Pera Müzesi’nde yalnız İstanbul’da yaşayanların değil,
Türkiye’de yaşayan herkesin, buraya gelen ziyaretçilerin de mutlaka görmesi
gereken bir sergi var: “Hippodrom/Atmeydanı: İstanbul’un Tarih
Sahnesi”.
Sergi kataloğunun başındaki 2010 yılında, Avrupa’nın Kültür
Başkenti’nden Hippodrom’u ve Atmeydanı’nı Selamlamanın Mutluğu
yazısında, serginin önemi şöyle vurgulanıyor:
“Hippodrom Bizans İstanbulu’nun en büyük ve en önemli yapılarından biriydi.

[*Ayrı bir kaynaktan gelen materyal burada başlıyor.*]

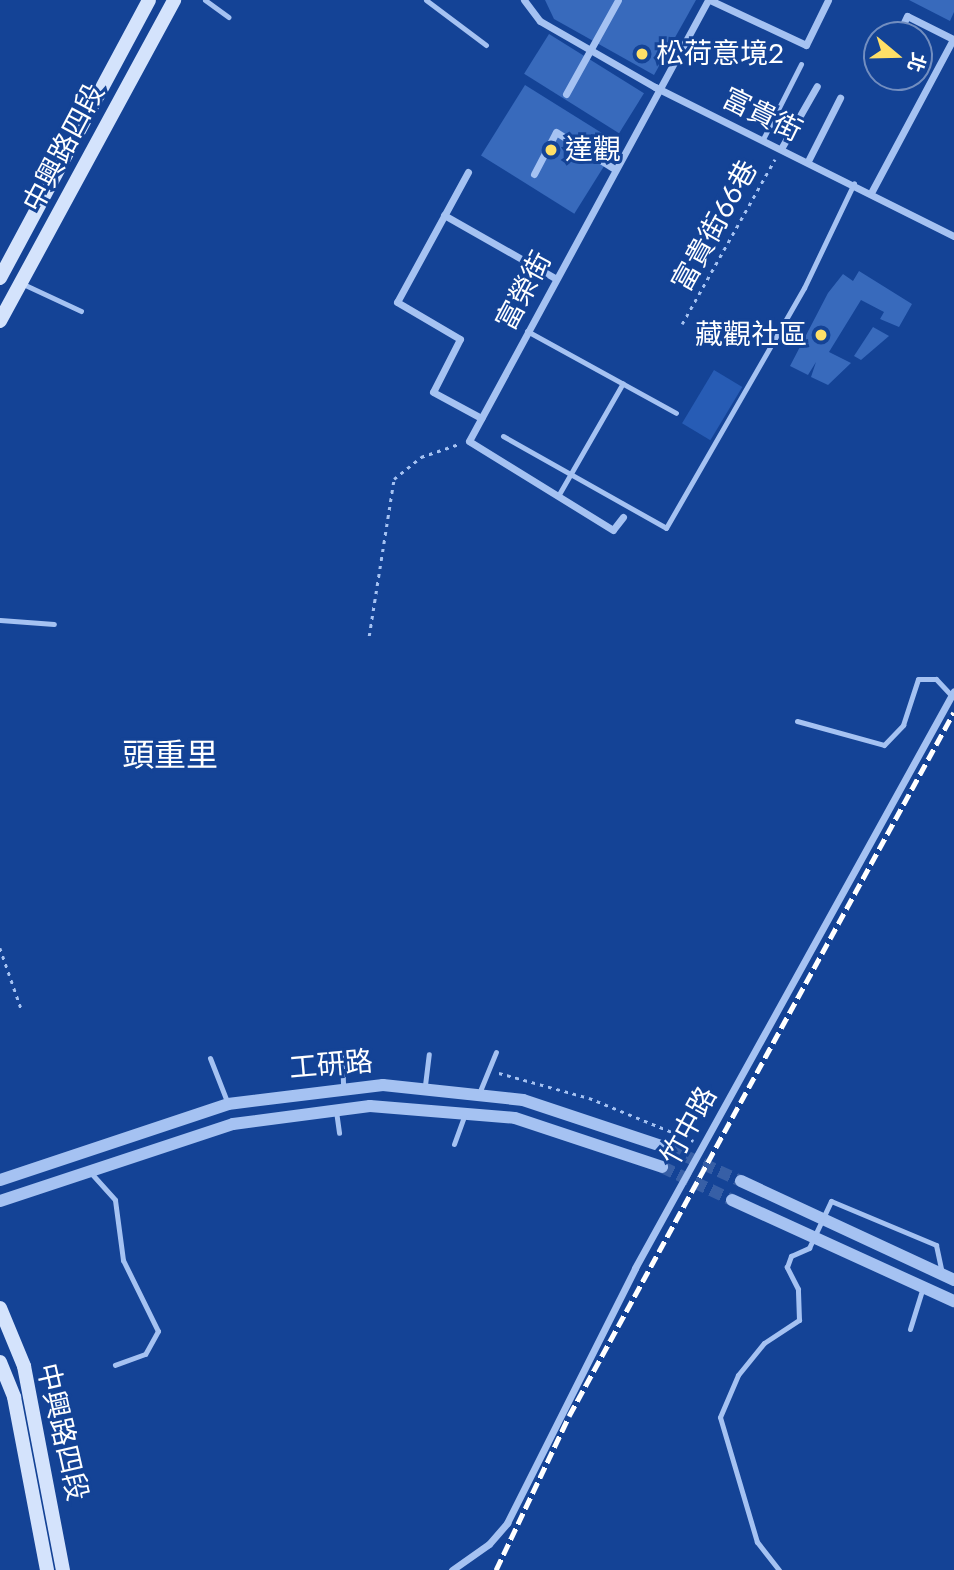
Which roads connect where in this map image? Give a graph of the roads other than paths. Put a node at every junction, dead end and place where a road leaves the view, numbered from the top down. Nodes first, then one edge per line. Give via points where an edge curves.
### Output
1 (149, 0) edge
2 (174, 0) edge
3 (205, 0) edge
4 (426, 0) edge
5 (524, 0) edge
6 (618, 0) edge
7 (709, 0) edge
8 (828, 0) edge
9 (228, 17) dead end
10 (933, 29) edge
11 (486, 44) dead end
12 (593, 49) junction
13 (801, 64) dead end
14 (933, 77) edge
15 (817, 86) dead end
16 (656, 87) junction
17 (925, 91) edge
18 (566, 94) dead end
19 (840, 98) dead end
20 (763, 139) junction
21 (782, 147) junction
22 (808, 161) junction
23 (613, 168) junction
24 (468, 172) dead end
25 (534, 174) dead end
26 (854, 183) junction
27 (872, 191) junction
28 (444, 215) junction
29 (953, 235) edge
30 (0, 278) edge
31 (555, 278) junction
32 (20, 282) junction
33 (81, 311) dead end
34 (0, 321) edge
35 (527, 331) junction
36 (623, 383) junction
37 (676, 413) dead end
38 (481, 418) junction
39 (503, 436) dead end
40 (570, 474) junction
41 (558, 496) junction
42 (627, 508) junction
43 (623, 517) joint
44 (0, 620) edge
45 (54, 624) dead end
46 (953, 693) edge
47 (797, 721) dead end
48 (496, 1052) dead end
49 (342, 1054) dead end
50 (429, 1054) dead end
51 (210, 1058) dead end
52 (425, 1085) junction
53 (343, 1087) junction
54 (480, 1091) junction
55 (228, 1104) junction
56 (335, 1108) junction
57 (466, 1110) junction
58 (338, 1133) dead end
59 (454, 1143) dead end
60 (670, 1149) tunnel mouth
61 (662, 1167) tunnel mouth
62 (88, 1171) junction
63 (0, 1180) edge
64 (741, 1181) tunnel mouth
65 (732, 1199) tunnel mouth
66 (0, 1201) edge
67 (948, 1277) edge
68 (923, 1287) junction
69 (954, 1301) edge
70 (0, 1308) edge
71 (910, 1329) dead end
72 (0, 1363) edge
73 (116, 1365) dead end
74 (47, 1570) edge
75 (64, 1570) edge
76 (452, 1570) edge
77 (779, 1570) edge

1 - 30 main road, 中興路四段
2 - 32 main road, 中興路四段
3 - 9 lane
4 - 11 lane
5 - 12 street, 富貴街 via 540,21
6 - 12 street
7 - 8 street via 806,45
7 - 16 street, 富榮街
10 - 14 street via 953,39
12 - 16 street, 富貴街
12 - 18 street
13 - 20 lane
15 - 21 street
16 - 20 street, 富貴街
16 - 23 street, 富榮街
17 - 27 street
19 - 22 street
20 - 21 street, 富貴街
21 - 22 street, 富貴街
22 - 26 street, 富貴街
23 - 25 street via 556,132
23 - 31 street, 富榮街
24 - 28 street
26 - 27 street, 富貴街
26 - 42 lane via 804,288 666,528
27 - 29 street, 富貴街
28 - 31 street
28 - 38 street via 397,302 460,339 433,392
31 - 35 street, 富榮街
32 - 33 lane
32 - 34 main road, 中興路四段
35 - 36 lane
35 - 38 street, 富榮街
36 - 37 lane
36 - 40 lane
38 - 41 street, 富榮街 via 469,441
39 - 40 lane
40 - 41 lane
40 - 42 lane
41 - 43 street via 613,530
42 - 43 lane
44 - 45 lane
46 - 47 lane via 936,679 918,679 902,725 884,745
46 - 76 street, 竹中路 via 702,1144 507,1523 489,1544
48 - 54 lane
49 - 53 lane
50 - 52 lane
51 - 55 lane
52 - 53 street, 工研路
52 - 54 street, 工研路
53 - 55 street, 工研路
54 - 60 street, 工研路 via 568,1110
55 - 63 street, 工研路
56 - 57 street, 工研路
56 - 58 lane
56 - 62 street, 工研路 via 233,1124
57 - 59 lane
57 - 61 street, 工研路 via 562,1129
62 - 66 street, 工研路
62 - 73 lane via 116,1200 123,1260 158,1331 145,1354
64 - 67 street
65 - 68 street
67 - 77 lane, bridge via 936,1245 831,1201 809,1248 791,1256 786,1266 798,1289 799,1320 764,1343 738,1375 720,1417 757,1542
68 - 69 street
68 - 71 lane
70 - 75 main road, 中興路四段 via 24,1366
72 - 74 main road, 中興路四段 via 14,1397

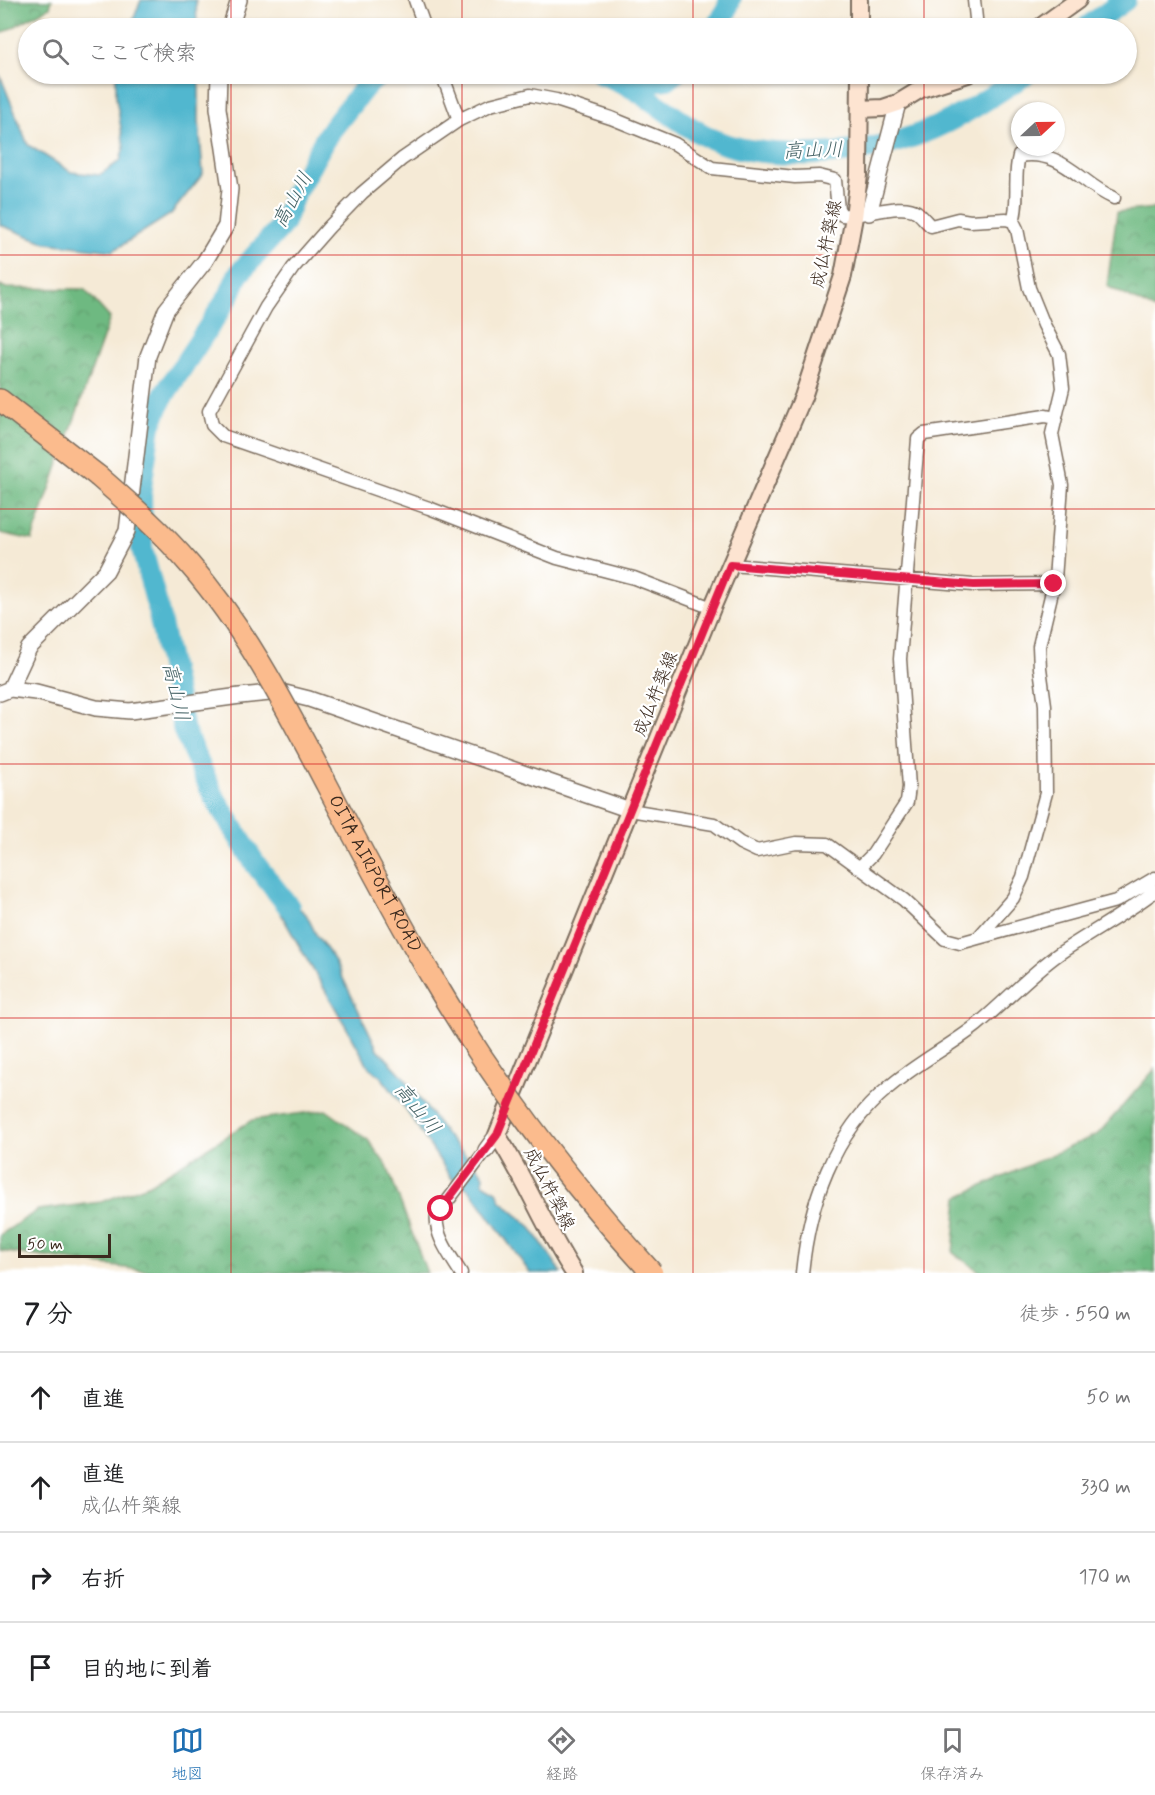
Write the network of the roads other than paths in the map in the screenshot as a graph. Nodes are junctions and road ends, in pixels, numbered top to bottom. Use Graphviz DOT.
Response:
graph roads {
  1 [pos="239,0"];
  2 [pos="415,0"];
  3 [pos="859,0"];
  4 [pos="974,0"];
  5 [pos="1078,0"];
  6 [pos="233,18"];
  7 [pos="421,18"];
  8 [pos="859,18"];
  9 [pos="976,18"];
  10 [pos="1053,18"];
  11 [pos="219,84"];
  12 [pos="446,84"];
  13 [pos="860,84"];
  14 [pos="937,84"];
  15 [pos="897,111"];
  16 [pos="860,117"];
  17 [pos="459,120"];
  18 [pos="1114,198"];
  19 [pos="862,215"];
  20 [pos="1013,221"];
  21 [pos="0,400"];
  22 [pos="0,408"];
  23 [pos="1056,418"];
  24 [pos="98,476"];
  25 [pos="730,565"];
  26 [pos="906,579"];
  27 [pos="1054,584"];
  28 [pos="712,608"];
  29 [pos="5,691"];
  30 [pos="630,810"];
  31 [pos="859,868"];
  32 [pos="1155,878"];
  33 [pos="1155,891"];
  34 [pos="978,938"];
  35 [pos="497,1135"];
  36 [pos="486,1150"];
  37 [pos="462,1273"];
  38 [pos="574,1273"];
  39 [pos="652,1273"];
  40 [pos="802,1273"];
  1 -- 6 [label="street"];
  2 -- 7 [label="street"];
  3 -- 8 [label="main road"];
  4 -- 9 [label="street"];
  5 -- 10 [label="main road"];
  11 -- 29 [label="street"];
  12 -- 17 [label="street"];
  13 -- 16 [label="main road, 成仏杵築線"];
  14 -- 15 [label="main road"];
  15 -- 16 [label="main road"];
  15 -- 19 [label="street"];
  16 -- 19 [label="main road, 成仏杵築線"];
  17 -- 19 [label="street"];
  17 -- 28 [label="street"];
  18 -- 20 [label="street"];
  19 -- 20 [label="street"];
  19 -- 25 [label="main road, 成仏杵築線"];
  20 -- 23 [label="street"];
  21 -- 24 [label="highway, OITA AIRPORT ROAD"];
  22 -- 24 [label="highway, OITA AIRPORT ROAD"];
  23 -- 26 [label="street"];
  23 -- 27 [label="street"];
  24 -- 39 [label="highway, OITA AIRPORT ROAD, bridge"];
  25 -- 26 [label="street"];
  25 -- 28 [label="main road, 成仏杵築線"];
  26 -- 27 [label="street"];
  26 -- 31 [label="street"];
  27 -- 34 [label="street"];
  28 -- 30 [label="main road, 成仏杵築線"];
  29 -- 30 [label="street"];
  30 -- 31 [label="street"];
  30 -- 35 [label="main road, 成仏杵築線"];
  31 -- 34 [label="street"];
  32 -- 34 [label="street"];
  33 -- 40 [label="street"];
  35 -- 36 [label="street"];
  35 -- 38 [label="main road, 成仏杵築線"];
  36 -- 37 [label="street"];
}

Atmeydanı ise Osmanlı İstanbulu’nun en önemli ve kamusal alanlarından biri oldu.
Cumhuriyetin kuruluş döneminde de önemli olaylara ev sahipliği yapan İstanbul’un
bu çok özel ve renkli alanını, İstanbul’un Avrupa’nın Kültür Başkenti olduğu
2010 yılında, bu sergiyle selamlamanın mutluluğunu yaşıyoruz”.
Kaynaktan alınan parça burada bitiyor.